Wednesday 15 July 2015

Billy Ruffian

Today is a significant anniversary: 200 years since The Emperor Napoleon surrendered to Frederick Lewis Maitland, Captain of HMS Bellerophon [R from a contemporary print]. Bellerophon was affectionately known in the Royal Navy as the Billy Ruffian. 15th July is the day after the French Revolutionary festival of Bastille Day. After defeat at Waterloo on 18th June 1815, Napoleon retreated to Paris but The Establishment was was in the process of wrapping up two decades of war with the restoration of the Bourbons.  Napoleon was advised to seek asylum in America and headed for Rochefort on the West coast of France in hope of securing passage to the Enduring Republic on the other side of the Atlantic.  Various cunning, but undignified, plans were hatched to evade the British blockade, including secreting the Emperor of the French in a barrel aboard a Danish vessel.  At least one American ship was in port at the time which would naturally have been subject to intense scrutiny. Prussian and Austrian troops in France were under orders to capture him dead-or-alive and Napoleon was running out time and options. Accordingly he opened negotiations with Captain Maitland about securing passage to America.  As Maitland's orders explicitly commanded him to prevent this, Le Grand Fromage eventually agreed to surrender to Maitland and treat for asylum in England.  He came aboard on the morning of the 15th with a party of 33 (!) including 5 generals, 4 children, 7 valets and a chef called La Fosse, and Bellerophon immediately set sail for Plymouth. 
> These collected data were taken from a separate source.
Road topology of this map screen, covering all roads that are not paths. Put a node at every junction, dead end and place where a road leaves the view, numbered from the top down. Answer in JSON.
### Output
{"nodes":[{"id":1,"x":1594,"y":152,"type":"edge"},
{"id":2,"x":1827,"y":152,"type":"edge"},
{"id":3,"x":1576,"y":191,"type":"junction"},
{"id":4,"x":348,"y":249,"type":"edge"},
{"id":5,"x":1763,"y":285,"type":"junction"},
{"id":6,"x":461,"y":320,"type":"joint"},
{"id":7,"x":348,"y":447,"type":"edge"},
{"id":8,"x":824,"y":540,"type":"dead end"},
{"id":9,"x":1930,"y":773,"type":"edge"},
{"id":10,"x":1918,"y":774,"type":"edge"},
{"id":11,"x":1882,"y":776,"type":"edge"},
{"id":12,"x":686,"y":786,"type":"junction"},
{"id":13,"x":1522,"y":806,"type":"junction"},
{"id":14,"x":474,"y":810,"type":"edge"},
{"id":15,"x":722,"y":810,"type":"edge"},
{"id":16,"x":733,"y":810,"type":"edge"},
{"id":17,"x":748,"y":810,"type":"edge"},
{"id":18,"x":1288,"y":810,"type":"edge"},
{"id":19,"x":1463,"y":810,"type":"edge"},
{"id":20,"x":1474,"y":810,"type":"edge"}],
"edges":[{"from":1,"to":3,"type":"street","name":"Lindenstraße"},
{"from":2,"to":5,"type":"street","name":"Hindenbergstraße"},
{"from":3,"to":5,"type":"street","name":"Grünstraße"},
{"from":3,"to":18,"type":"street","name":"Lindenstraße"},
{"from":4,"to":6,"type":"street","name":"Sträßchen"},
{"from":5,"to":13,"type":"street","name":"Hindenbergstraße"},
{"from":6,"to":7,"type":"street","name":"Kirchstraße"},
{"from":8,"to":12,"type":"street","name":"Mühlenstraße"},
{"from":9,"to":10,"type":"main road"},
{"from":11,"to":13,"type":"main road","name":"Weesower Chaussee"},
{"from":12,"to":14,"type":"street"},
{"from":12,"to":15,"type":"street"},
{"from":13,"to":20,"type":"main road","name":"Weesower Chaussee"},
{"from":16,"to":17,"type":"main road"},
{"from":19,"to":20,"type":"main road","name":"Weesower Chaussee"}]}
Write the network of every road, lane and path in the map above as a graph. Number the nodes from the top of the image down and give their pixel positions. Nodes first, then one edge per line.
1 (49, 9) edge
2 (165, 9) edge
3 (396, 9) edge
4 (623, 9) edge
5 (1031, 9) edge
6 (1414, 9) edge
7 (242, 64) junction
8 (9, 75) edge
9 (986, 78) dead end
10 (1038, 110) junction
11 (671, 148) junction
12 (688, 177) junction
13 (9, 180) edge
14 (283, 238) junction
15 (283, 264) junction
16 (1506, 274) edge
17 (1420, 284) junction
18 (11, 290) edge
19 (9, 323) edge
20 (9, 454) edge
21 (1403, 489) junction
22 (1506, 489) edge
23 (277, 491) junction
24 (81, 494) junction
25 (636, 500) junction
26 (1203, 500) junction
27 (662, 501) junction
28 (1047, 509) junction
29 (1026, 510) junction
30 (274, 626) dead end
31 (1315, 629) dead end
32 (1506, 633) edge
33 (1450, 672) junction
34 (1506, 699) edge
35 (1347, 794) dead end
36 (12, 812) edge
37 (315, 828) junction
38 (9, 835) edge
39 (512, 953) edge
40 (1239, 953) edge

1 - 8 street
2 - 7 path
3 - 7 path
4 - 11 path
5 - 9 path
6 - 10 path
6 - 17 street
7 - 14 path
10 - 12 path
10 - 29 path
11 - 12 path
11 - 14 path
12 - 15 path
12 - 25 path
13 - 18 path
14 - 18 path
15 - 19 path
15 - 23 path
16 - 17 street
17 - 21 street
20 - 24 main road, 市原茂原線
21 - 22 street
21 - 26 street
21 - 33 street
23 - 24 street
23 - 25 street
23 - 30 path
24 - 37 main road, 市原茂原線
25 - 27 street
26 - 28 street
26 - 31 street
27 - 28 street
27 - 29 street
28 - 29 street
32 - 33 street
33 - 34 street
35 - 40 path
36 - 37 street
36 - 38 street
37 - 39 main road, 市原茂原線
In those days, Napoleon was demonised to about the same extent as Hitler was in WWII: nannies would threaten naughty children with "Boney will take you" as a sort of boogie-man.  This did not stop, indeed it doubtless encouraged, the Great British Public to treat the arrival of Napoleon in Plymouth Sound as a huge raree show [L]. Maitland was under strict orders to prevent anyone boarding the Bellerophon but he could not stop every scow, pram, wherry and cutter in port from loading up with passengers for a glimpse of the Emperor. Bit of a lottery, I guess, like going out to whale-watch, spending several hours at sea, heaving up and down and heaving up your dinner and finding no whales.  Note the girl in pale blue in the foreground who has swooned from the excitement.  After a couple of weeks, Maitland was ordered to make sail again and transfer his guest to HMS Northumberland which was properly victualled to ship Napoleon to the remote outpost of St Helena in the South Atlantic.  He died there 5th May 1821, possibly from arsenic poisoning, but that's another story.